2+ feet of cold smoke fell and we called in sick.
Powder Flu.

Now I'm stuck here... again.... Like many of you may be.
But I cheered myself up thinking bout my bigwall hissy fit on a pitch of Tis-sa-ack - withMidge and Bam Bam. At the base of the tiered Viser roofs I led up to the last steep section...to the left, the upside down tiers looked scary and sharp, with potential swinging to a poky spur. Didn't look like A2 to me...which is usually bomber but awkward in my old book. Anyway, a variation led straight up and out using heads and thin stuff, ending with heads in opposition at the lip.

That opposition thing couldn't be good. Freaking typical...last pitch...so ready to relax...I think A2 out the Visor will be wild but fun...instead I'm about to cry cause I can't find an easy way...like the topo said it would be.

Shock-Anger-Sadness-Acceptance.
What a gumbi.
Shock-Anger-Sadness-Acceptance.

Shock-Anger-Sadness-Acceptance.
I'm a gumbi.
Shock-Anger-Sadness-Acceptance.


Bam Bam and Midge yell up encouraging things (hoping I don't come down and they have to do it - rat bastards - it was Midges pitch, technically).


I get soooo pissed during the Anger phase that I start name and cussing the great sand baggers...a huge list really, that I yelled out...like, "Robbins, phuque that guy...and the Bird...and EC Joe, and Benowitz, and all those guys putting up Cody Ice" (I heard later that our Friend Mute heard me all the way over on the NW Face).

Finally got somewhat composed, looked at Bam Bam and asked him calmly if I missed anyone, tears down my cheeks, and a smile breaking out on Bam's Bam's face. I sent the thin line with heads and mantled a wild shelf up to the very lip where four old bolts greeted me. I was stoked (beautiful bolts!) and lit a smoke to stop shaking. Gumbi yes, but it was a really cool perch to have a smoke.

Midge was so zapped he wandered around for an hour trying to find the next ankor on the slabs. Me and Bam Bam smoked and hung on the bolts at the lip and giggled watching him.





Rhodo-Router

Gym climber
Otto, NC
Mar 2, 2007 - 01:57pm PT
OK. See you that:

I spend all day, day nine, wandering back and forth on that pitch. The first bit goes smoothly, backcleaning to make the jug easier, straightening out the line, and generally feeling smug about this bit of cleverness.

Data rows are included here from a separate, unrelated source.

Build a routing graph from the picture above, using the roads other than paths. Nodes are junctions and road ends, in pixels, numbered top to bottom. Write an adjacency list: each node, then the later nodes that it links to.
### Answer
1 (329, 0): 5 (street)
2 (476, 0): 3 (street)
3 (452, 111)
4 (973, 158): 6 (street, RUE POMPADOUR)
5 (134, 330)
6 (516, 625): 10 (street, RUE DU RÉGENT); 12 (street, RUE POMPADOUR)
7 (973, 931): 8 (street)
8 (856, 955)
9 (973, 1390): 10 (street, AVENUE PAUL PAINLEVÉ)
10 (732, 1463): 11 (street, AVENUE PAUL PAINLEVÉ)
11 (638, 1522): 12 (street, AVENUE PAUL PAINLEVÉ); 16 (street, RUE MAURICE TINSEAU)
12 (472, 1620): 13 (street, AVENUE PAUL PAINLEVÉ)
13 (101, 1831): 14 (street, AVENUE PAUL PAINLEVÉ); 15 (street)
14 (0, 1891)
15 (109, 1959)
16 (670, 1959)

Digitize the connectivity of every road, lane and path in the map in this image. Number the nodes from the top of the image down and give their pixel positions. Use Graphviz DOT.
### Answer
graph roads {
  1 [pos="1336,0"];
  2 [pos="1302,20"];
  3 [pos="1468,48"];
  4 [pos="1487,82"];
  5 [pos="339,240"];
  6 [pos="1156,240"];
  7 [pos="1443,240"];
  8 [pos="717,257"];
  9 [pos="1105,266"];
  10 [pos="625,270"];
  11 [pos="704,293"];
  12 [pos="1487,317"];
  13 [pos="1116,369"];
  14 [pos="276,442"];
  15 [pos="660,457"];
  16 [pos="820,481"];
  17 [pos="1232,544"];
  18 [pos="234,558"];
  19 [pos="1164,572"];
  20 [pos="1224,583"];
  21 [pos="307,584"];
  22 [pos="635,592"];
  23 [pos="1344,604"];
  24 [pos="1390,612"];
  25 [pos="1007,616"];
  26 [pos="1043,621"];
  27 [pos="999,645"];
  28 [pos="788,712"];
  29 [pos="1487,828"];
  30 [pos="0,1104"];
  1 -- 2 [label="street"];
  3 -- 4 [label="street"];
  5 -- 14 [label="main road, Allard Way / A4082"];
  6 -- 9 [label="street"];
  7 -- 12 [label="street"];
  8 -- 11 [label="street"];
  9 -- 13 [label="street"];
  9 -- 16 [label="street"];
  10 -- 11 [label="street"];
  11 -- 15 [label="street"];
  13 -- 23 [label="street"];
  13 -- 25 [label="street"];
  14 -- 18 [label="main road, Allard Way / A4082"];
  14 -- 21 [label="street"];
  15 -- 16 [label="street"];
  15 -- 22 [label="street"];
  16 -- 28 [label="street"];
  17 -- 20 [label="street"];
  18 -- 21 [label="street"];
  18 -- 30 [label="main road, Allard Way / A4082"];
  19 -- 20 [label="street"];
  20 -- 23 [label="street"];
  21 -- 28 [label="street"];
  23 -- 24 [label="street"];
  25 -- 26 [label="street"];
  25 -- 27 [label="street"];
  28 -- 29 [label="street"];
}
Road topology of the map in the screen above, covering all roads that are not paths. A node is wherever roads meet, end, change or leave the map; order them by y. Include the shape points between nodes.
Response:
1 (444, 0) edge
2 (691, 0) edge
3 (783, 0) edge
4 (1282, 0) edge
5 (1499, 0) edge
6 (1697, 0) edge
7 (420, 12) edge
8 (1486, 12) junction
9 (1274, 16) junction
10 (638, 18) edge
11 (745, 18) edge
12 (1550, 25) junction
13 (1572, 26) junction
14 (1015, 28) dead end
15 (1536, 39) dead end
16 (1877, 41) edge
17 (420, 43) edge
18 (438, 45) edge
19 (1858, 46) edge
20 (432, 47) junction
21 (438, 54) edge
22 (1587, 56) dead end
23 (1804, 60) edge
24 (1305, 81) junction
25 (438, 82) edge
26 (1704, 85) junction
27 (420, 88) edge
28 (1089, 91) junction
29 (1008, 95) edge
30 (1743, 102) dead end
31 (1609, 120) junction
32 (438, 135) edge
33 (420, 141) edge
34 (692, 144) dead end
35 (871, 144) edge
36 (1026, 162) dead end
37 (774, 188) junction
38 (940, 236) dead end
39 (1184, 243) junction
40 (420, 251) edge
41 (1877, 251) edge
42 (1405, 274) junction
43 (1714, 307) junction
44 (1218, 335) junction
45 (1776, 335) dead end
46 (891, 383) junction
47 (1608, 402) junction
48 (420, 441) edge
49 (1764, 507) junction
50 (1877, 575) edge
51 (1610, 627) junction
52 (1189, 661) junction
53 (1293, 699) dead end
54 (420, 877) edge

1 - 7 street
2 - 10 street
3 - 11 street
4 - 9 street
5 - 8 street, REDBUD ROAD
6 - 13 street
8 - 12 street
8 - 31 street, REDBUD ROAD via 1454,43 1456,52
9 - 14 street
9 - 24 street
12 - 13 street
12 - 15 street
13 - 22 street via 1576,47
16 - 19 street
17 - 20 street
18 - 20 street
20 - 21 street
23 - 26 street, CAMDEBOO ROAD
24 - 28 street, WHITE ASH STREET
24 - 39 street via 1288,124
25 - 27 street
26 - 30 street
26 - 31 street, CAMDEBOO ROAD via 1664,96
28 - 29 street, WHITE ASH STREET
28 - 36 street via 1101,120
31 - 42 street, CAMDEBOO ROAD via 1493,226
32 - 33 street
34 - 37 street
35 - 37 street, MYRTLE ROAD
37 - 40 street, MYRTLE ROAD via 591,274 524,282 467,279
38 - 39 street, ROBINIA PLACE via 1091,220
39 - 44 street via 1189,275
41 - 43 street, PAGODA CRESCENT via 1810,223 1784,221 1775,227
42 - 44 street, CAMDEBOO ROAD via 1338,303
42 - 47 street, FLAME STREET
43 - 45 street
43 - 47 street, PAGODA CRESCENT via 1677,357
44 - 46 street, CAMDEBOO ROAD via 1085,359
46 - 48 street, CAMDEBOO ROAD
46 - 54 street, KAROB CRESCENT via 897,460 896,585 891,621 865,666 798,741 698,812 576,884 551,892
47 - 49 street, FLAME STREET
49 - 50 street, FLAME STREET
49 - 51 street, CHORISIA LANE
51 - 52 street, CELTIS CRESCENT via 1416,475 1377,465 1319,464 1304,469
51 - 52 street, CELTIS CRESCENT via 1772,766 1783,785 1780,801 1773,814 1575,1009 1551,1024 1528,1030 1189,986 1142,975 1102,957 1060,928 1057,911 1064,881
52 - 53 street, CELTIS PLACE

I get to where I can see a bit of yellow tat near the lip, the right-hand topout. Looks hard. Left a bit are the thin heads, etc. Hell no. I'm not going back to the bag to dig all that sh#t out, and besides, that way looks even harder.

Fine. I'll go way left, along the undercut rail. A-1 camming with my feet dangling in space leads me 40 or 50 feet left along this rail-thing, which I could probably free-climb under different circumstances, and what a wild pitch that would be. Eventually, though, this ends under more steep-and-nasty-looking climbing, which mournful assessment sees me reversing the rail, tail between leg. F*ck. I just want off of this thing.

At least this time I get to have fun. Handrailing back across the thing free, plucking the cams to plop into my lap and occasionally resting on a piece to suck in rope, is the most fun I've had all day. Or for a few days, come to think of it.

The traverse reversed, I now resign myself to heading for the yellow slings. A few steep moves and some shameless stick-clipping secures me a 'fixed' blue alien, and a 'fixed' green camalot besides. The yellow slings tease from the lip, now somewhat off to my right, and up a bit. Some grungy traversing, perhaps ten feet below the lip of the whole damn face I've lashed myself to for a week and a half now, will put me below the promised tat. I could stick-clip it from here. I need to get off this thing. I have moaned, sketched, talked extensively to people who were not there, pulled gear, nearly sheared myself from the wall parking cams behind huge, loose flakes in the dark, pulled an inadvertent all-nighter, drunk my piss, drunk piss that was not mine, slept in my shoes because I was too tired to undress, and taken the name of the Lord in vain more than once. I'm ready to be done with it.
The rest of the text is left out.